Handheld electronic devices are often provided with wireless capabilities. Handheld electronic devices with wireless capabilities use antennas to transmit and receive radio-frequency signals. For example, cellular telephones contain antennas that are used to handle radio-frequency communications with cellular base stations. Handheld computers often contain short-range antennas for handling wireless connections with wireless access points. Global positioning system (GPS) devices typically contain antennas that are designed to operate at GPS frequencies.
As technology advances, it is becoming possible to combine multiple functions into a single device and to expand the number of communications bands a single device can handle. For example, it is possible to incorporate a short-range wireless capability into a cellular telephone. It is also possible to design cellular telephones that cover multiple cellular telephone bands.
The desire to cover a wide range of radio frequencies presents challenges to antenna designers. It is typically difficult to design antennas that cover a wide range of communications bands while exhibiting superior radio-frequency performance. This is particularly true when designing antennas for handheld electronic devices where antenna size and shape can be particularly important.
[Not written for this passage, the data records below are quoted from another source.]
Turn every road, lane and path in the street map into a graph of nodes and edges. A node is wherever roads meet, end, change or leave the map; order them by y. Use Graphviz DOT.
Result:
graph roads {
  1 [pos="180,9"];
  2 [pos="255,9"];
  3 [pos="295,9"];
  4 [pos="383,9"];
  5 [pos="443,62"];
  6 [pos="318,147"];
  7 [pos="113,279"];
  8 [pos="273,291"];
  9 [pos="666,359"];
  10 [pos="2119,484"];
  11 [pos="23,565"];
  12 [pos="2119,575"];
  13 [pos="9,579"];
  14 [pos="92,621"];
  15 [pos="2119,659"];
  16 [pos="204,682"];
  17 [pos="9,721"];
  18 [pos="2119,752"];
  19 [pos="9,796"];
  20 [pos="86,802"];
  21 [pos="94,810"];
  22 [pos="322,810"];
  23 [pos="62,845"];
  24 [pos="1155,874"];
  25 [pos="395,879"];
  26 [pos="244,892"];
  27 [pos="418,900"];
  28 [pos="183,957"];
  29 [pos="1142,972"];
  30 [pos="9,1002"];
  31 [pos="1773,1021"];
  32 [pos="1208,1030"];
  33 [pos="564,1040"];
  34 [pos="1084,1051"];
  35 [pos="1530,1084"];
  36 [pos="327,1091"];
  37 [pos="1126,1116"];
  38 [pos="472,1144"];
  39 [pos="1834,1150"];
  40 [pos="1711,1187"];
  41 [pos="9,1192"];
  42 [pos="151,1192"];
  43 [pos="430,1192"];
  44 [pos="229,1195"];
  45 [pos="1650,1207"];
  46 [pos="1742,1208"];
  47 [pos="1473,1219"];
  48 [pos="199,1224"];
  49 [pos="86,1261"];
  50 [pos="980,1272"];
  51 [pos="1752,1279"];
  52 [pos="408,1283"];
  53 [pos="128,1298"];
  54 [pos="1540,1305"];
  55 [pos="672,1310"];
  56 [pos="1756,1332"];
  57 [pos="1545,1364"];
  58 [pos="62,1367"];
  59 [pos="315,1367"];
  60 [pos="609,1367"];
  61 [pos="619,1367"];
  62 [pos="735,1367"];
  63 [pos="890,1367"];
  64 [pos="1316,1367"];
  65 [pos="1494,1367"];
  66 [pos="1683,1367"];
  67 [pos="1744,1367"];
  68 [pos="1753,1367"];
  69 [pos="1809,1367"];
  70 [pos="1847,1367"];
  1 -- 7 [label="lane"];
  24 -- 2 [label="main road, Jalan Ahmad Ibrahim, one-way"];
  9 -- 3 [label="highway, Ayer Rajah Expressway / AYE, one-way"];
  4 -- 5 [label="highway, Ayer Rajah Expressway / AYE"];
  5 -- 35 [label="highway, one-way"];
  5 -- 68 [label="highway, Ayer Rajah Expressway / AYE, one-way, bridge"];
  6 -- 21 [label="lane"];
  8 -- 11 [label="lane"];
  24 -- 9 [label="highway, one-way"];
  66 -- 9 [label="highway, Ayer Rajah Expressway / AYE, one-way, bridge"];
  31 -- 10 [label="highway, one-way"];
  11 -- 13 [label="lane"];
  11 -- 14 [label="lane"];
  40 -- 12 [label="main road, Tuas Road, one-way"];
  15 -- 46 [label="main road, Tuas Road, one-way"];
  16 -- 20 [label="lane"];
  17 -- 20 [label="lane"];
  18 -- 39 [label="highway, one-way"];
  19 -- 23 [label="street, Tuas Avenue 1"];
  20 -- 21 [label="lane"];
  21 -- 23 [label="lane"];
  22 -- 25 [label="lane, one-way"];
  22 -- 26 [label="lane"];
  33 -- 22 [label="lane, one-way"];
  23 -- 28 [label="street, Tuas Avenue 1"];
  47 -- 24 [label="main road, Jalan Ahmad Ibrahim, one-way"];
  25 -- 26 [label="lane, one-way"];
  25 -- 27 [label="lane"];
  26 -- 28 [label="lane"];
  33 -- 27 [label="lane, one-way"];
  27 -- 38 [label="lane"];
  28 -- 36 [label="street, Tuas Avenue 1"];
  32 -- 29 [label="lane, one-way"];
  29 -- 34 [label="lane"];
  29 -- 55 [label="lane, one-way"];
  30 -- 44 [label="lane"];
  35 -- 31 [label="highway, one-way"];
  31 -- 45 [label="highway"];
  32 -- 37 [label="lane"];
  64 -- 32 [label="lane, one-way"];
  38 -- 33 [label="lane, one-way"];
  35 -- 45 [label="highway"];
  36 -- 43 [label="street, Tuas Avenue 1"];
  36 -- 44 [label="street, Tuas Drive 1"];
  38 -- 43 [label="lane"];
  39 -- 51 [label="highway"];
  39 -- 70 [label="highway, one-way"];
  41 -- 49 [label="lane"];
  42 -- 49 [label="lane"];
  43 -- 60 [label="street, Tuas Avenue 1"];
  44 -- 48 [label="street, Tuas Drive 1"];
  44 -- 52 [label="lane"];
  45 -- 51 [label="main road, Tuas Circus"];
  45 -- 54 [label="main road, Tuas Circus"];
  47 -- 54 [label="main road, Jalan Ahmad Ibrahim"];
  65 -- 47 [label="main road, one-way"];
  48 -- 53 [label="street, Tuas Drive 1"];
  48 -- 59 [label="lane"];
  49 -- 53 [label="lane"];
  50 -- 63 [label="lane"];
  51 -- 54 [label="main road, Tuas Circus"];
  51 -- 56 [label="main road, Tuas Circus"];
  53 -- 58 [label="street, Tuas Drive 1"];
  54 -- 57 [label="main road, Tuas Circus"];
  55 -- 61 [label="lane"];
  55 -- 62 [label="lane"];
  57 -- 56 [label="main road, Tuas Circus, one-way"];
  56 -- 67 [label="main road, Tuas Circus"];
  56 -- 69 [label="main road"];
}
As a result of these challenges, conventional handheld devices that need to cover a large number of communications bands tend to use multiple antennas, antennas that are undesirably large, antennas that have awkward shapes, or antennas that exhibit poor efficiency.
It would therefore be desirable to be able to provide an improved broadband antenna for a handheld electronic device.
In accordance with the present invention, broadband antennas and handheld electronic devices with broadband antennas are provided. A handheld electronic device with a broadband antenna may be cellular telephone with integrated music player capabilities, a personal digital assistant, or any other suitable handheld electronic device. The handheld device may include components such as integrated circuits. The integrated circuits may be encased in conductive materials, such as metal radio-frequency shielding.
A broadband antenna may include a resonating element and a ground element. The resonating element may have two conductive arms and a self-resonant element. An antenna feed terminal may be connected to the self-resonant element and an antenna ground terminal may be connected to the ground element. The self-resonant element may be electromagnetically coupled to at least one of the two conductive arms in the resonating element through near-field interactions. The self-resonant element may be separated from the rest of the resonating element by dielectric gaps. With one suitable arrangement, the self-resonant element is not electrically shorted to the ground element or the two conductive arms. If desired, the self-resonant element may be parallel fed by connecting one end of the self-resonant element to the ground element with a strip of conductor.
The ground element may be formed at least partly from the radio-frequency shielding or other conductive portion that surrounds the integrated circuits. If desired, the resonating element may be formed on a flex circuit or other suitable flexible or rigid substrate. The flex circuit may be mounted on or within a support structure and may be mechanically and electrically attached to a grounded circuit board.
The broadband antenna and other components in the handheld electronic device may be mounted within a housing. The housing may be formed from dielectric materials, conductive materials, or a combination of dielectric and conductive materials. With one suitable arrangement, the housing is formed partially from metal and has a plastic cap in the vicinity of the resonating element.
Further features of the invention, its nature and various advantages will be more apparent from the accompanying drawings and the following detailed description of the preferred embodiments.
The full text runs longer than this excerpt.